Records for the exercise:
══════════════════════════════
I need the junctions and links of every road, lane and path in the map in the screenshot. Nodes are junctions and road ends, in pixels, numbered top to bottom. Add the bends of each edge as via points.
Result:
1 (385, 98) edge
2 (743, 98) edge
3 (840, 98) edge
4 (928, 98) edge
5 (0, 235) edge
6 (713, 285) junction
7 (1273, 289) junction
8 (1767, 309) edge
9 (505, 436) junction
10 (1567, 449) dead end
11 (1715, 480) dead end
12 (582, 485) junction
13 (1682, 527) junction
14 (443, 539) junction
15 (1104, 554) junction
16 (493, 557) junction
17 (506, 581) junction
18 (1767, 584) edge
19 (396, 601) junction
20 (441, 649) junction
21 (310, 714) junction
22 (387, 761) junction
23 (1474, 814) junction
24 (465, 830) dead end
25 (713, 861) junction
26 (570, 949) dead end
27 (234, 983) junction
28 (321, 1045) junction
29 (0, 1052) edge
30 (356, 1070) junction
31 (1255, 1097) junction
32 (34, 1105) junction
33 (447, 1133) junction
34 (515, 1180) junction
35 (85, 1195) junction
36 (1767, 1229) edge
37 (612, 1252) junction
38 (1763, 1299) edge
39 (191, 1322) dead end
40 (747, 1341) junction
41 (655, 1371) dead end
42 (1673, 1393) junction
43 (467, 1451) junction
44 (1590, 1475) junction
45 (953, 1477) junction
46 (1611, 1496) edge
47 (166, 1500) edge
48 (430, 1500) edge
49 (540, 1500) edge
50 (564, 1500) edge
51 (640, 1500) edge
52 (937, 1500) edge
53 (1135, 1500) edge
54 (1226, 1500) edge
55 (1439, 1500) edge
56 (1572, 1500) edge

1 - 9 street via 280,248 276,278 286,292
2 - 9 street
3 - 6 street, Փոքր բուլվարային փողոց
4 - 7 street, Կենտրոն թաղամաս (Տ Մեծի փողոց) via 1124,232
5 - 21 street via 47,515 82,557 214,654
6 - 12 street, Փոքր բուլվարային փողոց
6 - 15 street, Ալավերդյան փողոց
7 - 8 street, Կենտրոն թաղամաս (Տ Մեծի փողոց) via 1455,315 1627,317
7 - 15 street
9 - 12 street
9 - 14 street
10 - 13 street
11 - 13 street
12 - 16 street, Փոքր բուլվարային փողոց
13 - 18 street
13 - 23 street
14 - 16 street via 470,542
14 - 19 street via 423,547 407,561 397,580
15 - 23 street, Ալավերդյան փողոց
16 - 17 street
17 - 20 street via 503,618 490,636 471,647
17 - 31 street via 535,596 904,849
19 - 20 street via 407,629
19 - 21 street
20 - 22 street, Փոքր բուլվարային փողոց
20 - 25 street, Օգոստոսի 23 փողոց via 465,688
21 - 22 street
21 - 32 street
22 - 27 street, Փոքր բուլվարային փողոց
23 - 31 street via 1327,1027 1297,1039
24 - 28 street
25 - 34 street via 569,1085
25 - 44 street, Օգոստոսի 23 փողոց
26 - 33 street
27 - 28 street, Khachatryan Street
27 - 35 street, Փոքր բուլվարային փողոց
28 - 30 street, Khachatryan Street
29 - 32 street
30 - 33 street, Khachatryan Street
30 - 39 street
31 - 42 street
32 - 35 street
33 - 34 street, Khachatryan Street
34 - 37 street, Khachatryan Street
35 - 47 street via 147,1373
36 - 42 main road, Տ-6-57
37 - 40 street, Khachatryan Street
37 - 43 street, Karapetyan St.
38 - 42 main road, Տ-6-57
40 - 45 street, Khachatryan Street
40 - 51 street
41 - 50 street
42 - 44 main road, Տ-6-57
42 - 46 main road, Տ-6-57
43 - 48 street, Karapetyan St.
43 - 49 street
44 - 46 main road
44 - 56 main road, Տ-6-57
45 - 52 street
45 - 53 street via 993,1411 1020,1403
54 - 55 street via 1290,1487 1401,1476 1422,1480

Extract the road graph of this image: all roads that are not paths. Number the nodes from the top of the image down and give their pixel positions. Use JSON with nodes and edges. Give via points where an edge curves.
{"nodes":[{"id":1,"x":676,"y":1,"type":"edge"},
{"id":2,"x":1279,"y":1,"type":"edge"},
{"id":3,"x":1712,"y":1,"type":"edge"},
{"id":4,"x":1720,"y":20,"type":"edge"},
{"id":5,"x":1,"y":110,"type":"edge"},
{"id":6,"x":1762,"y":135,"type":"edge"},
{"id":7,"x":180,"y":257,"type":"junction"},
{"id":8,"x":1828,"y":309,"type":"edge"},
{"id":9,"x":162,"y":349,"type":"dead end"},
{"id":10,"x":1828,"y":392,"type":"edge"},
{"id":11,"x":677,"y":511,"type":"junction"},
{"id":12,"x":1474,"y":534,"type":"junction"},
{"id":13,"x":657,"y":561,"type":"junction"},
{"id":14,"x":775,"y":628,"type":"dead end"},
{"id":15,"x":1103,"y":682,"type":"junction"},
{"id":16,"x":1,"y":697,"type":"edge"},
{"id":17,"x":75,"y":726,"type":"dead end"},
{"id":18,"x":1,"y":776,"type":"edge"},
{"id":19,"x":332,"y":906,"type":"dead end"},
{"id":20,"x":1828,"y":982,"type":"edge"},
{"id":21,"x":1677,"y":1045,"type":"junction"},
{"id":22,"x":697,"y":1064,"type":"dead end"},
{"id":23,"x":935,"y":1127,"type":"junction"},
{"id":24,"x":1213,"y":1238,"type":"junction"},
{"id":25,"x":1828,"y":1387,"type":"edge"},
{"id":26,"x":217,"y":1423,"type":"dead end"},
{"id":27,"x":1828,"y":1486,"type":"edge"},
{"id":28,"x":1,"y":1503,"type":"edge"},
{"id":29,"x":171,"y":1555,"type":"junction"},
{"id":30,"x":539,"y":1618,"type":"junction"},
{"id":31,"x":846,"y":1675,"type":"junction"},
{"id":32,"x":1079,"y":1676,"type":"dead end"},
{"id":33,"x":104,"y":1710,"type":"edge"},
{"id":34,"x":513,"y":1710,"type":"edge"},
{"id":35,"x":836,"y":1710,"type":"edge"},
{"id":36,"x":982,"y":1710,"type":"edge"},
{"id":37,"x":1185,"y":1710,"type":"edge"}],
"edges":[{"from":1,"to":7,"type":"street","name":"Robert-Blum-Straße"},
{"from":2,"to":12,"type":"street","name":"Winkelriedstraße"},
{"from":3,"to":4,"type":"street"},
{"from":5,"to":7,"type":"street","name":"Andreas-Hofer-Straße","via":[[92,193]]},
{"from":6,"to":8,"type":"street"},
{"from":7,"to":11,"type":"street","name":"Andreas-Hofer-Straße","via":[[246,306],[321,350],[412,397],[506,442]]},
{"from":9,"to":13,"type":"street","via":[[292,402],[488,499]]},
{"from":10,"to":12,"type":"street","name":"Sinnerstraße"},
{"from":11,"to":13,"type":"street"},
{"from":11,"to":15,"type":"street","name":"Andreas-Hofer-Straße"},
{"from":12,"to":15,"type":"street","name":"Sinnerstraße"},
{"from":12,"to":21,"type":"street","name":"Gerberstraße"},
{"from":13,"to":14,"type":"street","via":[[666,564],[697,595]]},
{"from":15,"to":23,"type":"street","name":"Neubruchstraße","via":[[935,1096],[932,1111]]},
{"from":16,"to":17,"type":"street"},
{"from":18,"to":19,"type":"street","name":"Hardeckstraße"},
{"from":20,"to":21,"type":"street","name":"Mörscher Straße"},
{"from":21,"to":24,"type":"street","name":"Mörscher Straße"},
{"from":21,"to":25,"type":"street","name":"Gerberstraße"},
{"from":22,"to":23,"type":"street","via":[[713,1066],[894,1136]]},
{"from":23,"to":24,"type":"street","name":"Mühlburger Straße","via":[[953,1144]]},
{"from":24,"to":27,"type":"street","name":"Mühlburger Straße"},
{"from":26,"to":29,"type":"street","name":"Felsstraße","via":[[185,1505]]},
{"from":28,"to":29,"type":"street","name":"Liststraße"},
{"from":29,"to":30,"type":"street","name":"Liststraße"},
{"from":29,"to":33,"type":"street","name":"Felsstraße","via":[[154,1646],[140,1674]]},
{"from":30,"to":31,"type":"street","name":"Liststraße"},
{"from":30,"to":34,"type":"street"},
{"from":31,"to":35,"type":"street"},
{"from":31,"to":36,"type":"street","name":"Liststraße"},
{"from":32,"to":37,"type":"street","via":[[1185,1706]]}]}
══════════════════════════════
What is being asked:
Pull every line containing the word "բուլվարային" out of the listing.

Answer to the problem:
3 - 6 street, Փոքր բուլվարային փողոց
6 - 12 street, Փոքր բուլվարային փողոց
12 - 16 street, Փոքր բուլվարային փողոց
20 - 22 street, Փոքր բուլվարային փողոց
22 - 27 street, Փոքր բուլվարային փողոց
27 - 35 street, Փոքր բուլվարային փողոց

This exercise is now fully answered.